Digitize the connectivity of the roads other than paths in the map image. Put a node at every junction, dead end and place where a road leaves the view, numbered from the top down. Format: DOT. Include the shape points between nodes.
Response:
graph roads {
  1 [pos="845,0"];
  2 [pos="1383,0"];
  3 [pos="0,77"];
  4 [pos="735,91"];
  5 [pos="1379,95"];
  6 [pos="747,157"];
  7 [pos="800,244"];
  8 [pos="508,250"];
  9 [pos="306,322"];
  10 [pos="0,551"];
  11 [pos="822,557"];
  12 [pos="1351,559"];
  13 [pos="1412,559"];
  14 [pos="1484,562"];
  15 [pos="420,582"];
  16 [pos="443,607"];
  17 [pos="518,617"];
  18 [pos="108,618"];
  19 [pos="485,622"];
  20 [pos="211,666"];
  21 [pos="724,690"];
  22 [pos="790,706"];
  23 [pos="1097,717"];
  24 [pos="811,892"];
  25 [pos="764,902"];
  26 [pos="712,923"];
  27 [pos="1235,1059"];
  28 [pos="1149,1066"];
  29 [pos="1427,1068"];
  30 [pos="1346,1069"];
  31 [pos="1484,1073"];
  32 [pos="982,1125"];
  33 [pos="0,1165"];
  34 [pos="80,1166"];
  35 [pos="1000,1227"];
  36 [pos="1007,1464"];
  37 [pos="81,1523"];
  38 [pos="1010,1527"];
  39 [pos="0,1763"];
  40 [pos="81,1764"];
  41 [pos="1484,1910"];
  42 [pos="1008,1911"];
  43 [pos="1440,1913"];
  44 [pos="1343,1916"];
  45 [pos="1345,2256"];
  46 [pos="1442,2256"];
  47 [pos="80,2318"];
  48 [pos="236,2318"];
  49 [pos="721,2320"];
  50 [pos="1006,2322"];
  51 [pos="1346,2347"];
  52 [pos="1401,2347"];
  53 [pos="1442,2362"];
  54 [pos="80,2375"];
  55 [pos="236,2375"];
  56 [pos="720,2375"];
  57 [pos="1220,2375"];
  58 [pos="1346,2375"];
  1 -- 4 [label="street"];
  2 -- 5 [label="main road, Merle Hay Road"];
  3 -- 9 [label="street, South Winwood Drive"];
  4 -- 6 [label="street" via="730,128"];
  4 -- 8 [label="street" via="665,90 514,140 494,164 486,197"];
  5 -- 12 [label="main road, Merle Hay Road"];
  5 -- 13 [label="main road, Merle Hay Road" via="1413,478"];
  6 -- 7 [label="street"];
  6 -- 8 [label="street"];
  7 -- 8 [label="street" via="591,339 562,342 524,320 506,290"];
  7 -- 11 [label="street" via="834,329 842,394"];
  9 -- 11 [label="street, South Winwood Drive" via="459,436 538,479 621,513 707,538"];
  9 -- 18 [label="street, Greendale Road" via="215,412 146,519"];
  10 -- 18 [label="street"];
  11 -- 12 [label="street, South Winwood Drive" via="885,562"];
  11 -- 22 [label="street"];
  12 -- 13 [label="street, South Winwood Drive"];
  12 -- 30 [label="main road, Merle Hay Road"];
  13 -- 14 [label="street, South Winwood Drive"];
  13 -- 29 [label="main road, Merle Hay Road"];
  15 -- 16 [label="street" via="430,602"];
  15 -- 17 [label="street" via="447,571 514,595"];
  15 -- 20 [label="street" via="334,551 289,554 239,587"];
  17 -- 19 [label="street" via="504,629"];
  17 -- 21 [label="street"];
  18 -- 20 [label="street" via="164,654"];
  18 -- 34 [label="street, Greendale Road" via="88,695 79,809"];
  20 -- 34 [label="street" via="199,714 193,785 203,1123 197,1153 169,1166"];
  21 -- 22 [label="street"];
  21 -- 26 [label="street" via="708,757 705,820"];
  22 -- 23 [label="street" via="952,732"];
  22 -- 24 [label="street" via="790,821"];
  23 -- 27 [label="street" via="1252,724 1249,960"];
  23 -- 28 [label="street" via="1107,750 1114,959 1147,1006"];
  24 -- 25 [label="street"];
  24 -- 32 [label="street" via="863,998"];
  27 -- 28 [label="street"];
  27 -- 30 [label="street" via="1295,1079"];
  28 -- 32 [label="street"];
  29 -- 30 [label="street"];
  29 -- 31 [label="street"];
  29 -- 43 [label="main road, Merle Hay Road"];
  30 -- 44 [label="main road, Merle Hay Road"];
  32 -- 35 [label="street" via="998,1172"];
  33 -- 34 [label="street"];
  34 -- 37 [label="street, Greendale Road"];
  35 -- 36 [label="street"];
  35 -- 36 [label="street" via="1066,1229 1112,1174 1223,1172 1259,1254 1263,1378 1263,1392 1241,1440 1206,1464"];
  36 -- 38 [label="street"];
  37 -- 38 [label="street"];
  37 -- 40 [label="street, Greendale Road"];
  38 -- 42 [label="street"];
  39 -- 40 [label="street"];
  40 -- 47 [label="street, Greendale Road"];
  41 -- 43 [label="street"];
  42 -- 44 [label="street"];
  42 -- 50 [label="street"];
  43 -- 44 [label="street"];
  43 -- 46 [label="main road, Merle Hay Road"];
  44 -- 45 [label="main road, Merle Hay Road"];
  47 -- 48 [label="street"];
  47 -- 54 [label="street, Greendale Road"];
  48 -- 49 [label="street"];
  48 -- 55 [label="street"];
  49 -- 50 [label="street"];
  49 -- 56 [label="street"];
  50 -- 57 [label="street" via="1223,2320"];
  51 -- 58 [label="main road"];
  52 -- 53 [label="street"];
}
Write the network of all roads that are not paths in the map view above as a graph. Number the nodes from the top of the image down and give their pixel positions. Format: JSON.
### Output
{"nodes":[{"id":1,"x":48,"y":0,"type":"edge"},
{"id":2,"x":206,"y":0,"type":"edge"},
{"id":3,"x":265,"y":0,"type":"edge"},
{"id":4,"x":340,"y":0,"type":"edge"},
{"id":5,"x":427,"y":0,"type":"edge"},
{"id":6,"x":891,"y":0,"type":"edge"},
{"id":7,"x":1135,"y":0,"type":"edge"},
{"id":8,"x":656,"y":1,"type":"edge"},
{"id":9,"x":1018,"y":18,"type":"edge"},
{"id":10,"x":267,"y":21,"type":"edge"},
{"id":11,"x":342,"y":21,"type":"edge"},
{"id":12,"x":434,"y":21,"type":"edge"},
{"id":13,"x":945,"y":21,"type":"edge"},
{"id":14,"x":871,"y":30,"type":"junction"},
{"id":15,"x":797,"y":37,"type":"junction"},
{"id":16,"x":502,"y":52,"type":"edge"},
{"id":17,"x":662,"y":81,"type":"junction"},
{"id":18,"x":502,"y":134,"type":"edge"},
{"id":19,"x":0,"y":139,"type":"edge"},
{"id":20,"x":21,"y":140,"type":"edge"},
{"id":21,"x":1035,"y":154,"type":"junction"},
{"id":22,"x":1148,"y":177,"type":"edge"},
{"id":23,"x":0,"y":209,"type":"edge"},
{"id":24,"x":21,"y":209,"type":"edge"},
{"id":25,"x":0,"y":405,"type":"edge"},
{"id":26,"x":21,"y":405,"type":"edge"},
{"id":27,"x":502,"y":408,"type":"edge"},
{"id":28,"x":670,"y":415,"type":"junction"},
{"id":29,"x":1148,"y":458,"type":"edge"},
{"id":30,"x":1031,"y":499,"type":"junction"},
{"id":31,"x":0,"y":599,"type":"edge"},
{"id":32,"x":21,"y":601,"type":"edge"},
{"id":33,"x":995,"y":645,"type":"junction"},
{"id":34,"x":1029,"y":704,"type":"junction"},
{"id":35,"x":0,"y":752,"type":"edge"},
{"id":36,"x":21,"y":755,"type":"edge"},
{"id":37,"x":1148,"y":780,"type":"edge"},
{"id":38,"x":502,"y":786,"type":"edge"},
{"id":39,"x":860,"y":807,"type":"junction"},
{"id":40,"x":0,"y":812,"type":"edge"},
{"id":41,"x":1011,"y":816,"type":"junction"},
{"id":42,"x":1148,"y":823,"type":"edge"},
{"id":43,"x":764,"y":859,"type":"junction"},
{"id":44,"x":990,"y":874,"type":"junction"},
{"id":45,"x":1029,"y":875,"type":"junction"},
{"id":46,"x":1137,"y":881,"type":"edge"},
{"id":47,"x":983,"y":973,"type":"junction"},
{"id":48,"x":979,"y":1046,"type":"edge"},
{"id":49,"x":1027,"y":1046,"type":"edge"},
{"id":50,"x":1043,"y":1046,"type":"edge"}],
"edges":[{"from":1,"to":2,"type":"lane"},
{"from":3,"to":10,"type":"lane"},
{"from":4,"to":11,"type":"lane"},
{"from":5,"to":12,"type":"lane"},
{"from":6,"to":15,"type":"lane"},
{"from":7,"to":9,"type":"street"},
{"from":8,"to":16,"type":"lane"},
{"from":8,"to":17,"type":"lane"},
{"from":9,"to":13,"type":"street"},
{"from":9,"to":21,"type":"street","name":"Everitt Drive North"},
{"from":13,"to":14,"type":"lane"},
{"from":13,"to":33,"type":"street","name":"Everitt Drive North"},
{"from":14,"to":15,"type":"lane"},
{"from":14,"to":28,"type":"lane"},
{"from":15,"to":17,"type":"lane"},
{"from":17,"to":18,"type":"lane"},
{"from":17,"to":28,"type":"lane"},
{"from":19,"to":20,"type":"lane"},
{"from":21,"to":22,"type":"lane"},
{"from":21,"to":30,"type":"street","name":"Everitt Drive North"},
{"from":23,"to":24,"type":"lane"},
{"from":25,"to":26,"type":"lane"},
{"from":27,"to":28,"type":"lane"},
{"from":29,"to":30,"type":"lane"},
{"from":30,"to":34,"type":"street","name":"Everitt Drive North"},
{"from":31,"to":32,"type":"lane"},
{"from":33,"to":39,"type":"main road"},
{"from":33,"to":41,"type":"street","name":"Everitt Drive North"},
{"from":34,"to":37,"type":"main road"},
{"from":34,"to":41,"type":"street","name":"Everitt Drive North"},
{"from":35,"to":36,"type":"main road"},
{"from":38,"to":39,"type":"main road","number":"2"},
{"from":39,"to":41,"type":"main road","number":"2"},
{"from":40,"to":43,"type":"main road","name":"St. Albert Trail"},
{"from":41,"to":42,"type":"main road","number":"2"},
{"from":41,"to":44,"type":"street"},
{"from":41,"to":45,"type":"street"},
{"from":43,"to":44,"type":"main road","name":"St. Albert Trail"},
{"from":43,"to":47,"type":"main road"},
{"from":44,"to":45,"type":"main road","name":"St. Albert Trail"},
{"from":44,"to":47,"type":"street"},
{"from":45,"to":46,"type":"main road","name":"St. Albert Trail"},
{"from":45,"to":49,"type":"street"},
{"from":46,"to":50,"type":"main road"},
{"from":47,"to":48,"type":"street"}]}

* [Assignment] Only one number is expected: the count of lines above that contain the string "Albert".

* [Solution below] 4